Topic Started: Jul 7 2007, 11:54 AM (539 Views)
eye95
PC World Article

According to the article, there is nothing a passenger can do if the person in the next seat opens his laptop and starts watching explicit porn. Why not? Fear of lawsuits and the fact that watching porn is not one of the behaviors explicitly prohibited in the terms and conditions set forth on the ticket.

Lawsuits kill judgment, good and bad. In times past, cabin personnel could have demanded that the man stop. Other passengers could've applied pressure to have the man behave civilly and with consideration for his seatmates. Now, due to our litigious society, the judgment of judges and juries, after hours to weeks of deliberation and thought, with an undue eye to fairness and the right of anyone to do virtually anything, have replaced the on-site judgment that we used to place in individuals, from cops to doctors to teachers, and now, to flight crew.

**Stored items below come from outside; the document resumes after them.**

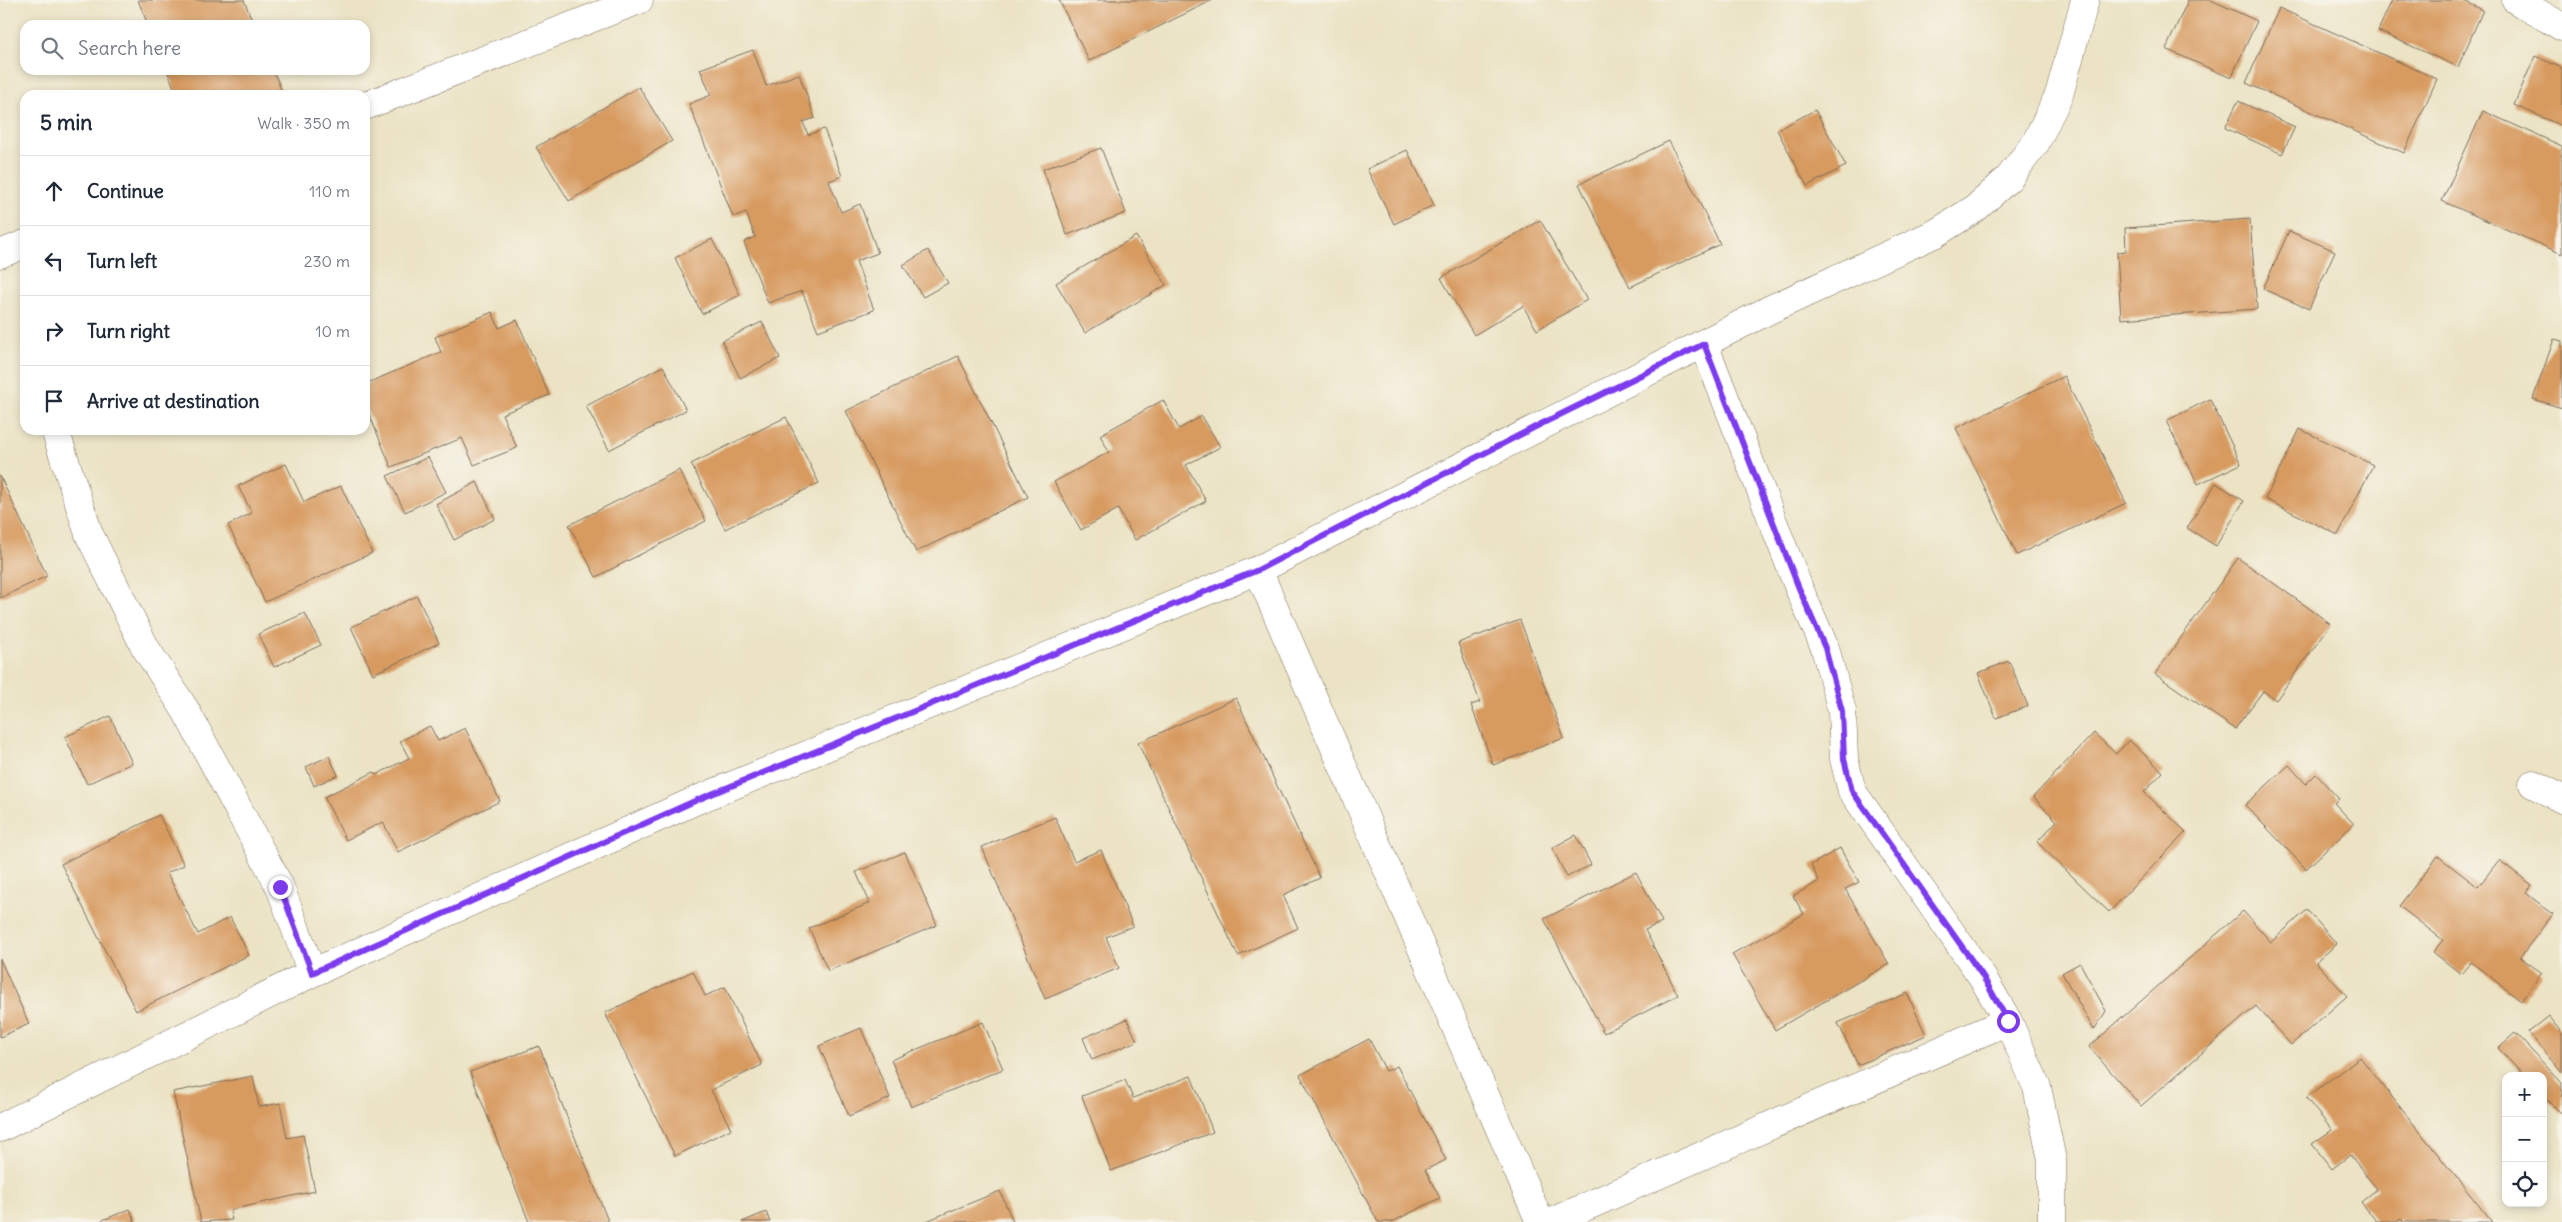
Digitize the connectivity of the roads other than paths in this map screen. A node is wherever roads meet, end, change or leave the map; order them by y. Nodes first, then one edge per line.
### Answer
1 (639, 0) edge
2 (2085, 0) edge
3 (2516, 0) edge
4 (2562, 27) edge
5 (370, 104) edge
6 (20, 246) edge
7 (0, 254) edge
8 (1704, 344) junction
9 (57, 435) edge
10 (1258, 570) junction
11 (2533, 784) dead end
12 (2562, 799) edge
13 (312, 973) junction
14 (2008, 1021) junction
15 (0, 1128) edge
16 (1540, 1222) edge
17 (1551, 1222) edge
18 (2052, 1222) edge

1 - 5 street
2 - 8 street
3 - 4 street
6 - 7 street
8 - 10 street
8 - 14 street
9 - 13 street
10 - 13 street
10 - 16 street
11 - 12 street
13 - 15 street
14 - 17 street
14 - 18 street

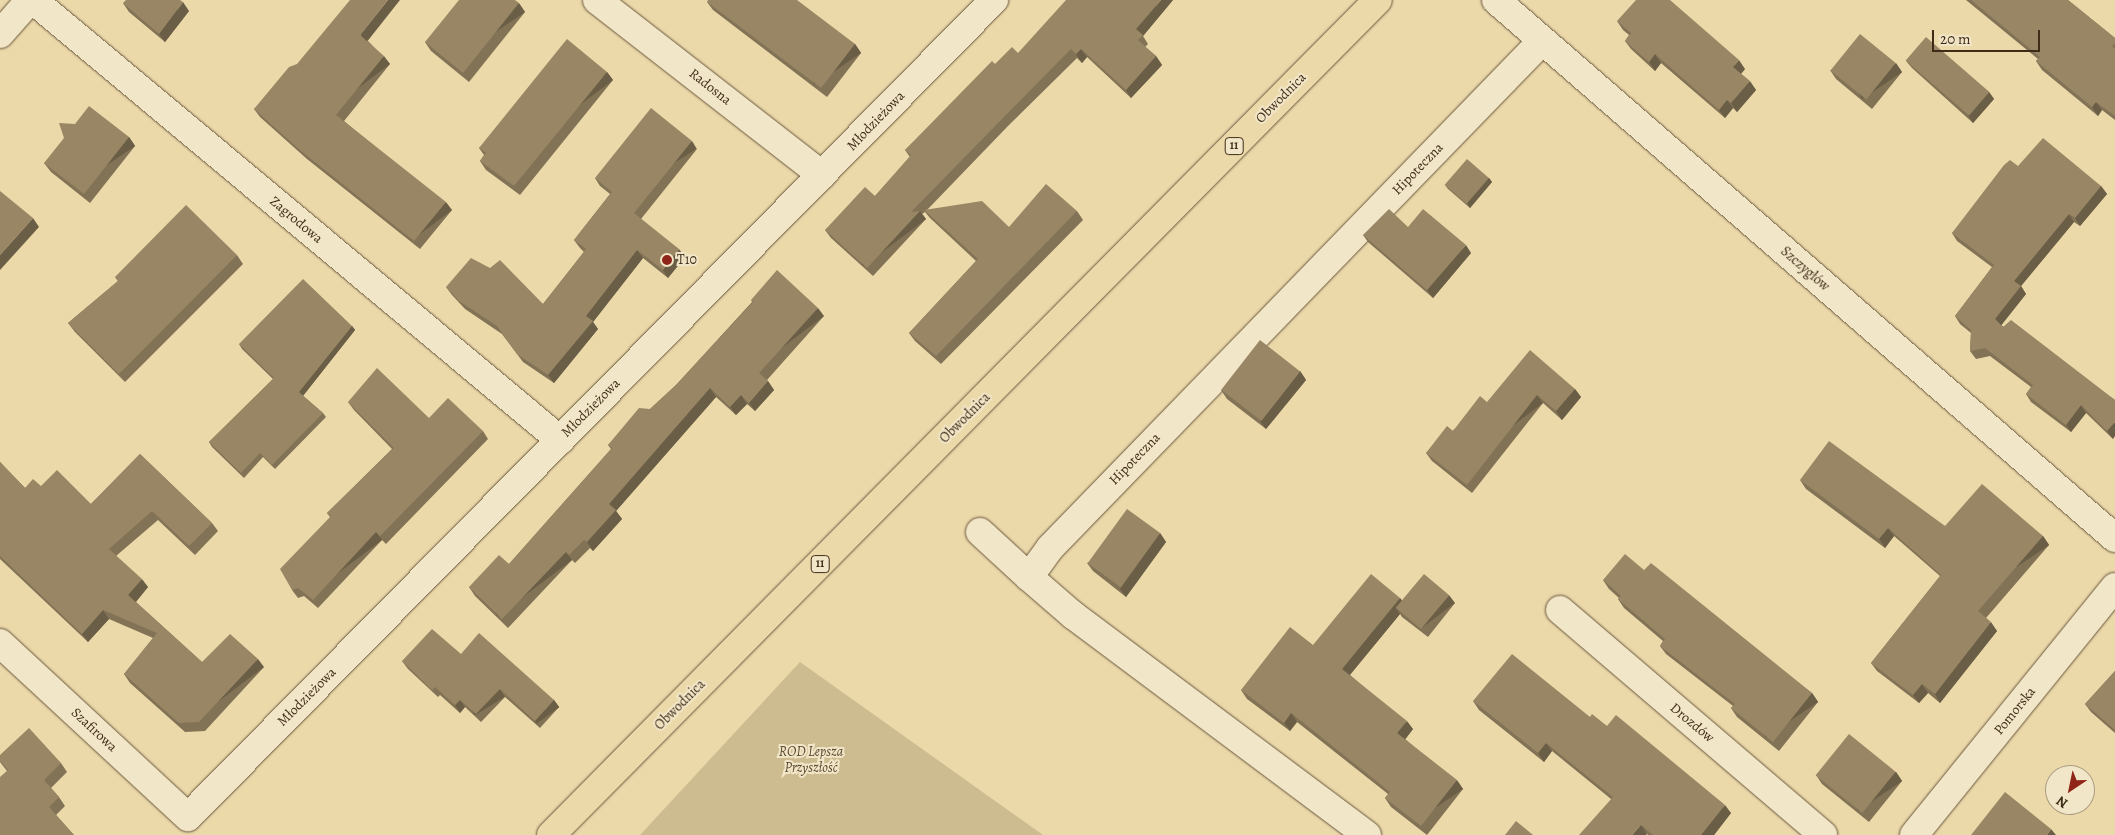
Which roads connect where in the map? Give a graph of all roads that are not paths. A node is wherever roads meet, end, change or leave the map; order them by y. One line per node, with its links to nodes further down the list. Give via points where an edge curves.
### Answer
1 (31, 0): 6 (street, Zagrodowa); 9 (street, Zagrodowa)
2 (597, 0): 8 (street, Radosna)
3 (994, 0): 8 (street, Młodzieżowa)
4 (1378, 0): 17 (highway, Obwodnica / 11)
5 (1496, 0): 7 (street, Szczygłów)
6 (0, 34)
7 (1542, 40): 11 (street, Szczygłów); 12 (street, Hipoteczna, via 1050,548)
8 (822, 175): 9 (street, Młodzieżowa)
9 (560, 440): 16 (street, Młodzieżowa)
10 (980, 532): 12 (street)
11 (2115, 538)
12 (1029, 577): 18 (street, via 1074,616)
13 (2115, 587): 20 (street, Pomorska)
14 (1560, 610): 19 (street, Drozdów)
15 (0, 643): 16 (street, Szafirowa)
16 (188, 817)
17 (551, 835)
18 (1367, 835)
19 (1824, 835)
20 (1914, 835)

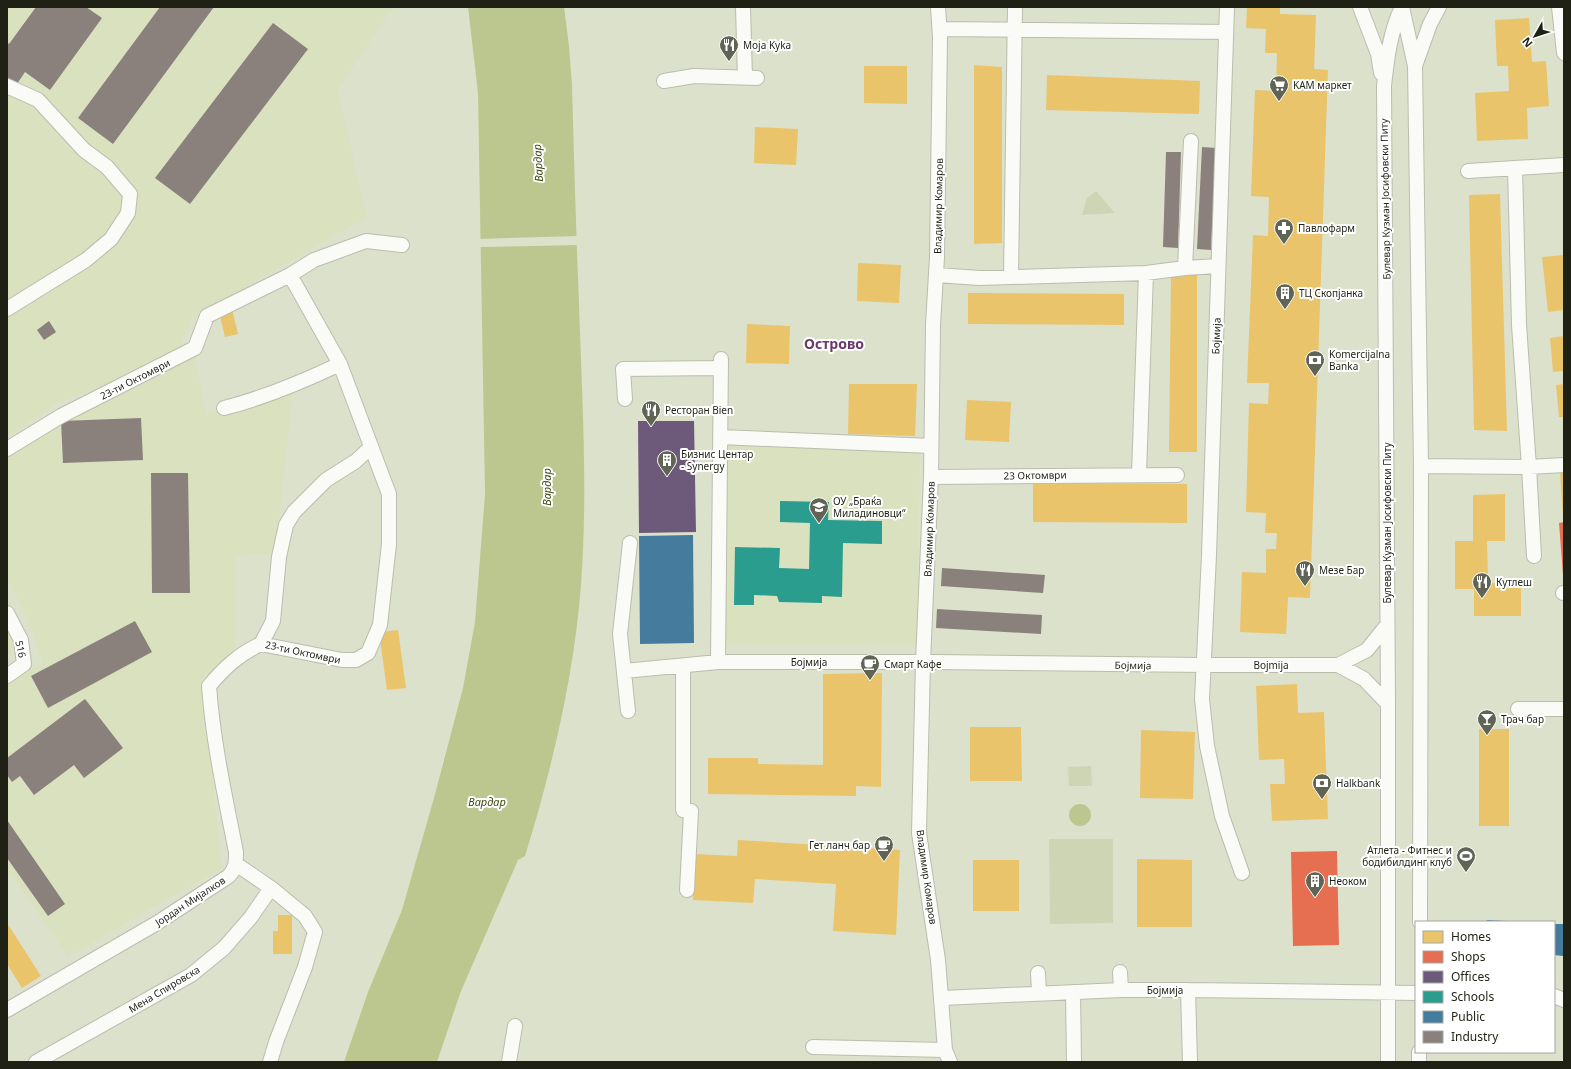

It is perfectly reasonable for a flight attendant to politely remind the man that his ticket is not a license to do whatever he will and that the airline routinely expects a modicum of consideration for fellow passengers. It is perfectly reasonable for the flight crew, including the captain, to require and, if need be, force compliance. Unfortunately, in our current legal climate, that would be illegal. Watching porn in your seat, without regard to who is next to you and who will be subjected to the porn (potentially a child) is not illegal.

The world is upside-down.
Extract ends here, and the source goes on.